**PROMPT:** An exact copy of all the entries below is what this task needs.

**DATA SHOWN:**
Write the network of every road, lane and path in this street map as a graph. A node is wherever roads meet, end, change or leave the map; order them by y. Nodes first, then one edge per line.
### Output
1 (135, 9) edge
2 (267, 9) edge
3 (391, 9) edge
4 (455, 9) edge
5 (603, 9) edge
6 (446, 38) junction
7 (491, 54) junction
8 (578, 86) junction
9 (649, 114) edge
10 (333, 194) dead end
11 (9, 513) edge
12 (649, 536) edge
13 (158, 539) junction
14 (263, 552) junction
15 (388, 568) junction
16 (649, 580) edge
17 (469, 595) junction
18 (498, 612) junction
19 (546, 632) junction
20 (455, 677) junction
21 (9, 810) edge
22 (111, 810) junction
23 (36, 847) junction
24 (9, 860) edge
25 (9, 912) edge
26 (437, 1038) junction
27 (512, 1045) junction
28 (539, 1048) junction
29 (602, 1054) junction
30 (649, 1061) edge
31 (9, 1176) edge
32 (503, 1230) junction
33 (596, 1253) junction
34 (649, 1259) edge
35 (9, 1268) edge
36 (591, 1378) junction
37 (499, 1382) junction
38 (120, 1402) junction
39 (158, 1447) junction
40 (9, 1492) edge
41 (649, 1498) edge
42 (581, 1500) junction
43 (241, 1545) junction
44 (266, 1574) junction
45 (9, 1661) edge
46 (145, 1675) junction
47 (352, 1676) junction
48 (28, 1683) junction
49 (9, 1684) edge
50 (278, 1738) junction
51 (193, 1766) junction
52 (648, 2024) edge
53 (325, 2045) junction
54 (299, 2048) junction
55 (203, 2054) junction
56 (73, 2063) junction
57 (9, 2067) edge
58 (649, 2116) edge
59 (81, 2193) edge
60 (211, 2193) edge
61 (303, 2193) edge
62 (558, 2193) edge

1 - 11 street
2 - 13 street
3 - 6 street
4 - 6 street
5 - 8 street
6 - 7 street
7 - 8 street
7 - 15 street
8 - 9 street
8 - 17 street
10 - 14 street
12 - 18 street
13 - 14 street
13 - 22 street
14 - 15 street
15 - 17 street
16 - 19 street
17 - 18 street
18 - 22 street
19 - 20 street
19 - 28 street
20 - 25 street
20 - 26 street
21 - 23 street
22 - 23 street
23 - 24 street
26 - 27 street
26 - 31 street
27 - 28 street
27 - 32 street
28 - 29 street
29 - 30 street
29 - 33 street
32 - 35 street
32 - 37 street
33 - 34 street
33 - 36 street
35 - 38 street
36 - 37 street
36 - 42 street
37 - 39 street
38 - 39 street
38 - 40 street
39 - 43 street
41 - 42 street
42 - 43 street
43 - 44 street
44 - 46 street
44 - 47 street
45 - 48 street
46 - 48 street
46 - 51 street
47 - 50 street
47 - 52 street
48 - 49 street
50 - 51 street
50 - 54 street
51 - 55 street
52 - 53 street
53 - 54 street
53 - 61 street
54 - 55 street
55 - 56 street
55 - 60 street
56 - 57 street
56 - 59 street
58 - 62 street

**EXERCISE RESPONSE:**
Write the network of every road, lane and path in this street map as a graph. A node is wherever roads meet, end, change or leave the map; order them by y. Nodes first, then one edge per line.
### Output
1 (135, 9) edge
2 (267, 9) edge
3 (391, 9) edge
4 (455, 9) edge
5 (603, 9) edge
6 (446, 38) junction
7 (491, 54) junction
8 (578, 86) junction
9 (649, 114) edge
10 (333, 194) dead end
11 (9, 513) edge
12 (649, 536) edge
13 (158, 539) junction
14 (263, 552) junction
15 (388, 568) junction
16 (649, 580) edge
17 (469, 595) junction
18 (498, 612) junction
19 (546, 632) junction
20 (455, 677) junction
21 (9, 810) edge
22 (111, 810) junction
23 (36, 847) junction
24 (9, 860) edge
25 (9, 912) edge
26 (437, 1038) junction
27 (512, 1045) junction
28 (539, 1048) junction
29 (602, 1054) junction
30 (649, 1061) edge
31 (9, 1176) edge
32 (503, 1230) junction
33 (596, 1253) junction
34 (649, 1259) edge
35 (9, 1268) edge
36 (591, 1378) junction
37 (499, 1382) junction
38 (120, 1402) junction
39 (158, 1447) junction
40 (9, 1492) edge
41 (649, 1498) edge
42 (581, 1500) junction
43 (241, 1545) junction
44 (266, 1574) junction
45 (9, 1661) edge
46 (145, 1675) junction
47 (352, 1676) junction
48 (28, 1683) junction
49 (9, 1684) edge
50 (278, 1738) junction
51 (193, 1766) junction
52 (648, 2024) edge
53 (325, 2045) junction
54 (299, 2048) junction
55 (203, 2054) junction
56 (73, 2063) junction
57 (9, 2067) edge
58 (649, 2116) edge
59 (81, 2193) edge
60 (211, 2193) edge
61 (303, 2193) edge
62 (558, 2193) edge

1 - 11 street
2 - 13 street
3 - 6 street
4 - 6 street
5 - 8 street
6 - 7 street
7 - 8 street
7 - 15 street
8 - 9 street
8 - 17 street
10 - 14 street
12 - 18 street
13 - 14 street
13 - 22 street
14 - 15 street
15 - 17 street
16 - 19 street
17 - 18 street
18 - 22 street
19 - 20 street
19 - 28 street
20 - 25 street
20 - 26 street
21 - 23 street
22 - 23 street
23 - 24 street
26 - 27 street
26 - 31 street
27 - 28 street
27 - 32 street
28 - 29 street
29 - 30 street
29 - 33 street
32 - 35 street
32 - 37 street
33 - 34 street
33 - 36 street
35 - 38 street
36 - 37 street
36 - 42 street
37 - 39 street
38 - 39 street
38 - 40 street
39 - 43 street
41 - 42 street
42 - 43 street
43 - 44 street
44 - 46 street
44 - 47 street
45 - 48 street
46 - 48 street
46 - 51 street
47 - 50 street
47 - 52 street
48 - 49 street
50 - 51 street
50 - 54 street
51 - 55 street
52 - 53 street
53 - 54 street
53 - 61 street
54 - 55 street
55 - 56 street
55 - 60 street
56 - 57 street
56 - 59 street
58 - 62 street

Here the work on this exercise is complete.